Historical Land and Labor Acknowledgment
In humility, we recognize and acknowledge that we at Trinity Church in the Episcopal Diocese of Missouri worship and live on the traditional ancestral lands of the Osage Nation, the Illiniwek/Peoria Tribe, the O-Gah-Pah (Quapaw) Tribe, the Otoe-Missouria Tribe, and other First Peoples. We recognize our mutual dependence upon and benefit from this land; we proclaim our solidarity with and our debt to the Peoples who first claimed and improved this land as their home. We acknowledge our complicity in the process of colonization that dispossessed the First Peoples from their ancestral lands. We affirm our commitment to stand with indigenous communities today and henceforth as they seek justice and resist continued threats to their sovereignty and humanity.

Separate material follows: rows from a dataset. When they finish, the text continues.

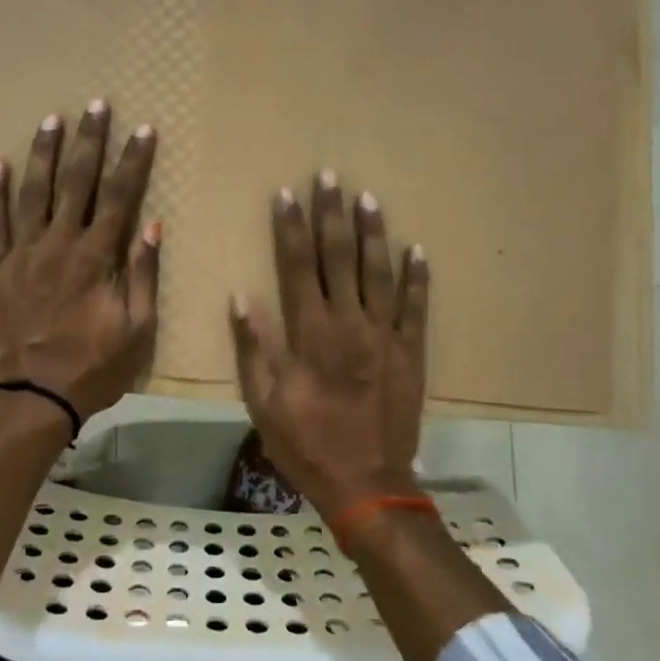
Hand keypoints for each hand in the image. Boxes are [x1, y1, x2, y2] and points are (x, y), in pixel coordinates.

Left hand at [0, 101, 160, 419]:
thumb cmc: (92, 367)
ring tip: (51, 120)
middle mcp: (59, 243)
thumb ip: (142, 275)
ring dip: (44, 154)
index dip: (133, 161)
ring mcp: (22, 253)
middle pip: (77, 182)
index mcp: (96, 257)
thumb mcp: (137, 330)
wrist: (31, 397)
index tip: (143, 130)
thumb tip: (152, 227)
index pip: (120, 196)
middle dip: (90, 141)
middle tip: (96, 106)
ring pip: (33, 192)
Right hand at [228, 172, 429, 522]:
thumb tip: (242, 297)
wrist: (367, 484)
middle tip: (329, 176)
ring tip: (367, 198)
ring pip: (379, 272)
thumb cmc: (306, 444)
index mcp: (310, 334)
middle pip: (338, 257)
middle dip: (331, 215)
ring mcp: (385, 335)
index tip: (286, 194)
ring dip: (373, 233)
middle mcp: (348, 324)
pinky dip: (417, 277)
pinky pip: (416, 306)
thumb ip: (254, 347)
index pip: (295, 266)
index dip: (289, 228)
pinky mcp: (411, 351)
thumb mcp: (263, 402)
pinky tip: (416, 249)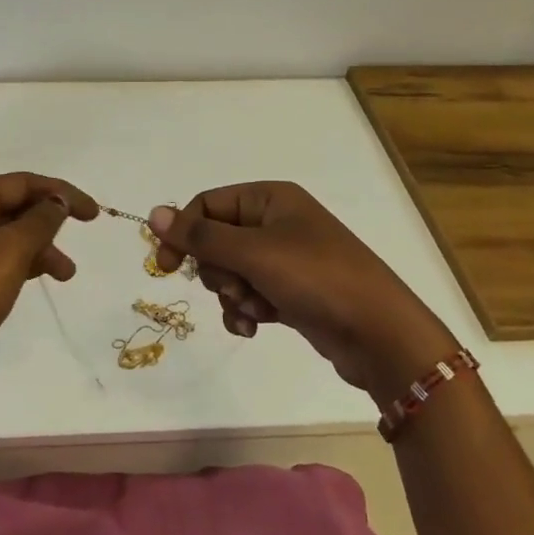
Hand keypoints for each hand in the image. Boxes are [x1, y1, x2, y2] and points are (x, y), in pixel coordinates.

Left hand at [0, 172, 97, 395]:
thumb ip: (40, 221)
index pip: (20, 182)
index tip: (93, 212)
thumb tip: (57, 201)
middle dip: (49, 219)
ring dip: (40, 247)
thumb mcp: (10, 251)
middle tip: (82, 233)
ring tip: (67, 274)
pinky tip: (40, 280)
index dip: (59, 191)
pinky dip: (22, 265)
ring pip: (8, 236)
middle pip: (13, 205)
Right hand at [150, 182, 454, 396]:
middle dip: (218, 270)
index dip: (183, 233)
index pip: (207, 205)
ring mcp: (285, 259)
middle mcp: (276, 222)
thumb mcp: (253, 253)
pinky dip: (246, 311)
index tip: (166, 267)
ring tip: (253, 310)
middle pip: (217, 240)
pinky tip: (254, 328)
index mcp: (269, 198)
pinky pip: (250, 294)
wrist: (381, 335)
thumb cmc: (316, 278)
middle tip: (236, 287)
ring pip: (231, 271)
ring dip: (232, 294)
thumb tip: (152, 214)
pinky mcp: (291, 292)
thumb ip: (200, 237)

We are also cognizant that the history of the Episcopal Church is intertwined with the history of colonialism and slavery in the United States. More than four centuries ago, the first Africans were brought to the Americas and enslaved. Two centuries ago, enslaved and indigenous persons contributed to the exploration of this state by Lewis and Clark. Our state’s history is entangled with both the Missouri Compromise making this state officially a slave state, and the cases of Scott v. Emerson that petitioned for Dred and Harriet Scott’s emancipation. We acknowledge the tragic legacy of slavery in our diocese, and the blood, sweat, and tears of enslaved people that soak the earth beneath our feet in Missouri. This legacy persists today as we continue to work towards racial justice, equity, liberation, and community, here in Missouri and across the Episcopal Church.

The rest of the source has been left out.